MCAR univariate: uMCAR Class

uMCAR

uMCAR

uMCAR(X: pd.DataFrame, y: np.array, missing_rate: int = 10, x_miss: str = None, method: str = 'random')

A class to generate missing values in a dataset based on the Missing Completely At Random (MCAR) univariate mechanism.

Args: X (pd.DataFrame): The dataset to receive the missing data. y (np.array): The label values from dataset missing_rate (int, optional): The rate of missing data to be generated. Default is 10. x_miss (string, optional): The name of feature to insert the missing data. method (str, optional): The method to choose x_miss. If x_miss not informed by user, x_miss will be choose randomly. The options to choose xmiss is ["random", "correlated", "min", "max"]. Default is "random"

Example Usage:

# Create an instance of the MCAR class
generator = MCAR(X, y, missing_rate=20, method="correlated")

# Generate missing values using the random strategy
data_md = generator.random()

random

random()

Function to randomly select locations in the feature (x_miss) to be missing.

Returns: dataset (DataFrame): The dataset with missing values generated under the MCAR mechanism.

Reference: [1] Santos, M. S., R. C. Pereira, A. F. Costa, J. P. Soares, J. Santos, and P. H. Abreu. 2019. Generating Synthetic Missing Data: A Review by Missing Mechanism.

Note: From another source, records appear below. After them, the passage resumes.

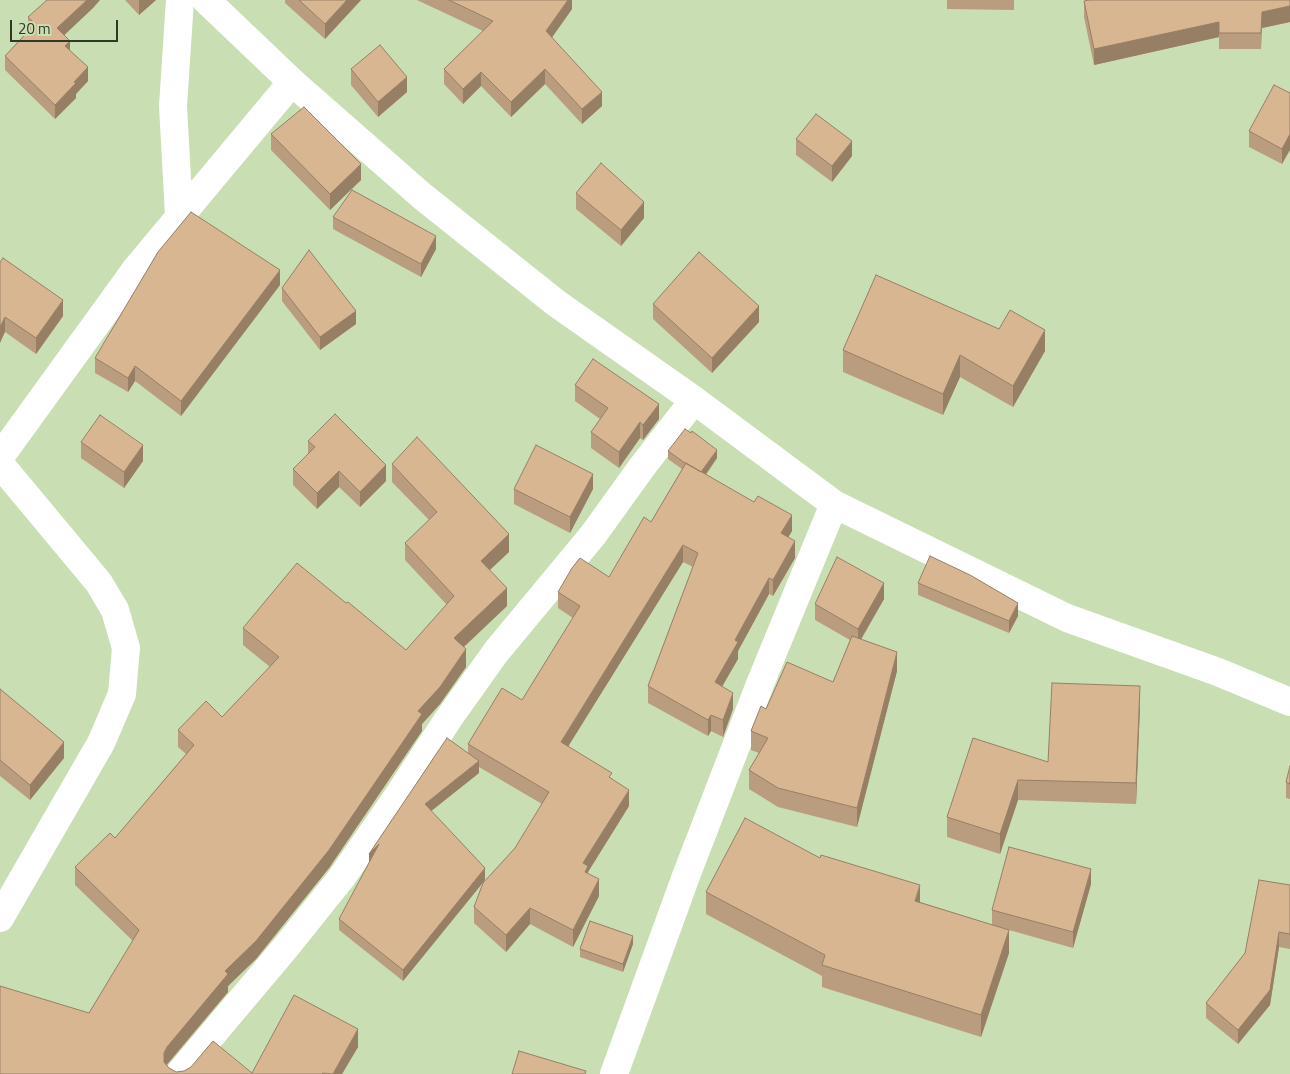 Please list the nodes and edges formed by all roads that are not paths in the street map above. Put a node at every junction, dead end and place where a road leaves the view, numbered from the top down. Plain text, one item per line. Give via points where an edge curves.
1 (180, 0) edge
2 (206, 0) edge
3 (292, 82) junction
4 (179, 216) junction
5 (694, 400) junction
6 (0, 457) edge
7 (0, 464) edge
8 (834, 504) junction
9 (1290, 702) edge
10 (0, 918) edge
11 (179, 1074) edge
12 (614, 1074) edge

1 - 4 street via 173,106
2 - 3 street
3 - 4 street
3 - 5 street via 422,196 556,303
4 - 6 street via 136,269
5 - 8 street
5 - 11 street via 594,536 496,652 342,877
7 - 10 street via 99,583 115,610 126,648 122,694 101,743
8 - 9 street via 1067,618 1218,672
8 - 12 street via 760,684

IEEE Access 7: 11651–67.

binomial

binomial()

Function to choose the feature (x_miss) locations to be missing by Bernoulli distribution.

Returns: dataset (DataFrame): The dataset with missing values generated under the MCAR mechanism.

Reference: [1] Santos, M. S., R. C. Pereira, A. F. Costa, J. P. Soares, J. Santos, and P. H. Abreu. 2019. Generating Synthetic Missing Data: A Review by Missing Mechanism. IEEE Access 7: 11651–67.